# TASK INPUTS:

┄┄┄┄┄┄

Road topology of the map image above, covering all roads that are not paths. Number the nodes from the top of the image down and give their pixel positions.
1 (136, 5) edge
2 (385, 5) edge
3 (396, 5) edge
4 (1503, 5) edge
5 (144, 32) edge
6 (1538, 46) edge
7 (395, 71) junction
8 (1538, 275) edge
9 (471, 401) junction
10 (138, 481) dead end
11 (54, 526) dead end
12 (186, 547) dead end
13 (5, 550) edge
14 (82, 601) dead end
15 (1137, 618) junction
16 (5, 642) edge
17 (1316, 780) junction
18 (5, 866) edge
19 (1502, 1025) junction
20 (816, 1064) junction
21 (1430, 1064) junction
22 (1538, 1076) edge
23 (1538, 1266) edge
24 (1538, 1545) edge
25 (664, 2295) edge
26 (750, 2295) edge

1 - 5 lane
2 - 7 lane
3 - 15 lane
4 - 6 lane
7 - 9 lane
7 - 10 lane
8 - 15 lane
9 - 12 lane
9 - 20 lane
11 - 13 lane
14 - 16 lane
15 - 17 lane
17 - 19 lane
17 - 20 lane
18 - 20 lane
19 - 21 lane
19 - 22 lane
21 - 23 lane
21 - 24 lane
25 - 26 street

┄┄┄┄┄┄

# TASK DIRECTIONS:
If a line in the entries above contains "dead", it counts toward the total; give only that total.

# WORKED SOLUTION:
4